From AceMoney to Mint and Quicken, there ’s no shortage of personal finance software apps out there. Many of these programs are free to download and will allow you to pay bills, invest, monitor your net worth and credit profile, and even get a loan with the swipe of a finger.

Other programs may only offer you limited services and will require a one-time fee or subscription to unlock all that they offer. These fees can often vary from as little as two dollars to 50 bucks a month.

It’s best to start off with the free version and then gauge whether you’re able to accomplish everything you’d like or if it’s worth exploring one of the paid options. Often times the subscription programs come with assistance from financial planning and investment experts — so that can be a real benefit.

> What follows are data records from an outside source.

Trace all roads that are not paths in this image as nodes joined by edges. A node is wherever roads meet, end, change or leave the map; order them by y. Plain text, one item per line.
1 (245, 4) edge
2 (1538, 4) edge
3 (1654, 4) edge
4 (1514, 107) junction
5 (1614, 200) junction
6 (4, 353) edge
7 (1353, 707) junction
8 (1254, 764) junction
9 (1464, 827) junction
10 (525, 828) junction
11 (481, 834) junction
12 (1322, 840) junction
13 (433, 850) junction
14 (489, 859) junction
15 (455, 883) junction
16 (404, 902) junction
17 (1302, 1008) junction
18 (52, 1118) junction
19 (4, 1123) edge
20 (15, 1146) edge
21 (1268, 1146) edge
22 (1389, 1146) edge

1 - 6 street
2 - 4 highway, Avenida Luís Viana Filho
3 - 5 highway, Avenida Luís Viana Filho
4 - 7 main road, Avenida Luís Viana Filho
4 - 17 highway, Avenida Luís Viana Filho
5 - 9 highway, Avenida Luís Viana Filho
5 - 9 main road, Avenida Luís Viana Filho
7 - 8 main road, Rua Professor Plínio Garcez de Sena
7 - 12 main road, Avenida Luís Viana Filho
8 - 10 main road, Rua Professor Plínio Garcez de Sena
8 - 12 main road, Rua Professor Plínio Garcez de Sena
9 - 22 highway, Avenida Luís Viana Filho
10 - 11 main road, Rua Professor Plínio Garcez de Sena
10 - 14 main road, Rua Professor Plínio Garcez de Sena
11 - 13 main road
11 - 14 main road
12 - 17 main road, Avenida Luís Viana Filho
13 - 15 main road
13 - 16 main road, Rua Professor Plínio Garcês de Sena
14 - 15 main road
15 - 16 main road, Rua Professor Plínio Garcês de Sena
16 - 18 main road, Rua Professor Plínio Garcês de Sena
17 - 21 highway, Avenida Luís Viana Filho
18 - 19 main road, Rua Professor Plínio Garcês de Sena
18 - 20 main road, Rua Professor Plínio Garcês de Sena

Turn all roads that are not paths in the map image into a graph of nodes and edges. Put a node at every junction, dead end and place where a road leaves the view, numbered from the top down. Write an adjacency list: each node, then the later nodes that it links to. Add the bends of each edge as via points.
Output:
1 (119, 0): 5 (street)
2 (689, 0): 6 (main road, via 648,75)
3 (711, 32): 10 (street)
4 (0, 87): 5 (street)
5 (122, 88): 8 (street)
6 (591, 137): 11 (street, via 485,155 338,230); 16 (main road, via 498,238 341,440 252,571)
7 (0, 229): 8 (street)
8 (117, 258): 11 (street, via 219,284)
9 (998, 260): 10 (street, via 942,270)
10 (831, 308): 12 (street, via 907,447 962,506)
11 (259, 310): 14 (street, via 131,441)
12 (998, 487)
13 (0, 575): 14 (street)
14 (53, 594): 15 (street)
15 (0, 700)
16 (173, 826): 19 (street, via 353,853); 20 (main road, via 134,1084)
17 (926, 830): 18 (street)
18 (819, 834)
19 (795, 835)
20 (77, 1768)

When deciding which personal finance software program to use, it’s also important to look at how many accounts you wish to monitor. Certain programs limit the number of accounts you can add. Be sure that if you have checking, credit card, and investment accounts to monitor, that you choose a service that can monitor them all.

Finally, when looking around for the right personal finance software that meets your needs, make sure that you’re comfortable with the program’s interface. It shouldn’t be expected that you recognize every single feature instantly, but if the features don’t seem readable and manageable to you, then you’re not as likely to use it and get the full benefits.

Final Thoughts

Personal finance software can go a long way in helping you to take control of your money and meeting your financial goals. It’s important to note, however, that some focus more on budgeting and expense tracking while others prioritize investing portfolios and income taxes. Explore several different programs and read reviews to find the one that’s right for you.

In this day and age, managing one’s personal finances in a secure manner that allows the user to have a real-time visual representation of their money is easier than ever before. With the numerous applications that are out there — both free and subscription-based — there’s no reason that every person can’t take control of their money and ensure they’re making smart money moves.